Over twenty years ago, Haitian anthropologist Michel-Rolph Trouillot published Silencing the Past which articulated how the archive and historiography had silenced the Haitian Revolution and, by extension, independent Haiti. His call led to a flourishing of new scholarship, primarily on the Revolution, questioning the “unthinkability” of Haiti’s Revolution. The 2010 earthquake, however, exposed the persistence of pervasive and destructive ideas about Haiti and its sovereignty in the global community of nations. Trouillot's silences remained, and Haitian anthropologist Gina Athena Ulysse, pronounced a corollary call for “new narratives of Haiti” to pierce through the ossified and pernicious rhetoric towards the Caribbean nation. Once again, scholars responded and a plethora of new books and articles on Haiti have appeared in last decade. The Haitian Revolution has a place in U.S. history textbooks, the Library of Congress updated its spelling of “voodoo” to Vodou, and the Academie Française elected a Haitian writer. Nevertheless, as the recent comments of President Trump remind us, the silences of Haiti’s past continue to hold the power to banalize, to erase, and to whitewash. In the spirit of Trouillot and Ulysse, this double panel explores some of the vibrant emerging scholarship on revolutionary and (post) revolutionary Haiti. The panels illuminate the continuities and transformations of Haiti’s past by reconfiguring the archive; testing disciplinary, historiographic, and temporal loyalties; and emphasizing transimperial and transnational perspectives.

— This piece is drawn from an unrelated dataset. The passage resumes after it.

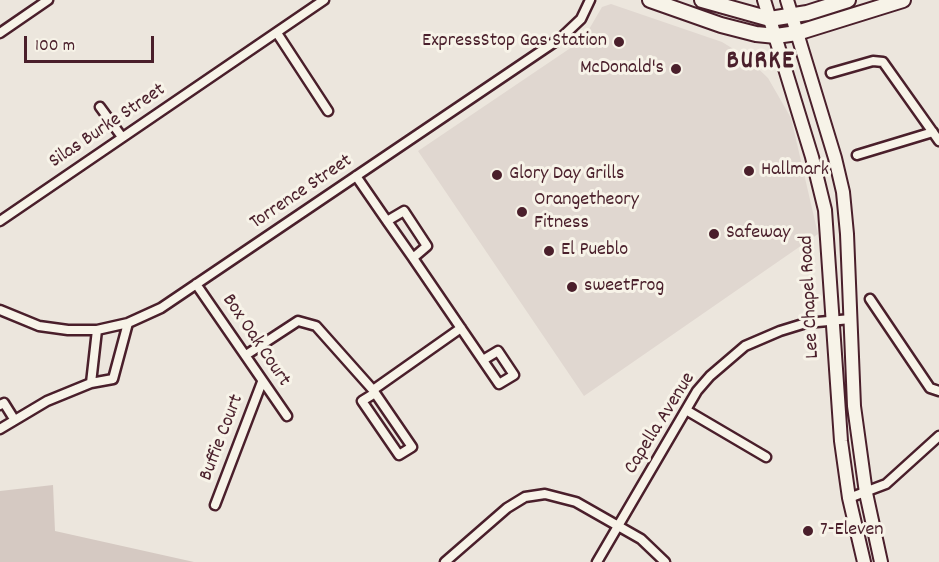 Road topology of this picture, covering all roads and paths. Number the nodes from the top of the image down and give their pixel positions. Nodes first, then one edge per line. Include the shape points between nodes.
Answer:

The second session in this series, “Sovereignty, Diplomacy, and Citizenship,” explores the tumultuous process of state-building and the challenges of securing domestic and international allegiances. In conversation with the first session, these three papers advocate for an extended periodization of the Revolution and a transnational approach to understanding Haitian sovereignty and citizenship. The panelists focus our attention on contemporary notions of governance, “layers of recognition,” and constructions of blackness in the Atlantic World.

Nathalie Frédéric Pierre examines how Haitian statesmen formed governments they thought would suit the needs of a postemanciption society within an enslaved Atlantic world. She contends that Haitian statesmen established the most nationally-diverse governments of the early nineteenth century.

Julia Gaffield continues the conversation of state building through the lens of diplomacy. She proposes that recognition proceeded in a layered fashion. In addition to diplomatic and economic recognition, Haitian leaders worked to secure religious recognition from the Vatican by establishing Roman Catholicism as the state religion. Using the understudied archives of the Vatican, she explores the decades long negotiations to establish normal relations between the Catholic Church and the Haitian state.

The final paper moves us to the end of the nineteenth century when Gaffield’s “layers of recognition” had been achieved. Yet, as Brandon Byrd demonstrates in his investigation of citizenship claims, Haiti remained in a precarious international position vis-à-vis the United States. His paper offers a transnational conclusion to our discussion of Haiti and demonstrates the contested notions of belonging and blackness in a fin-de-siècle Atlantic World.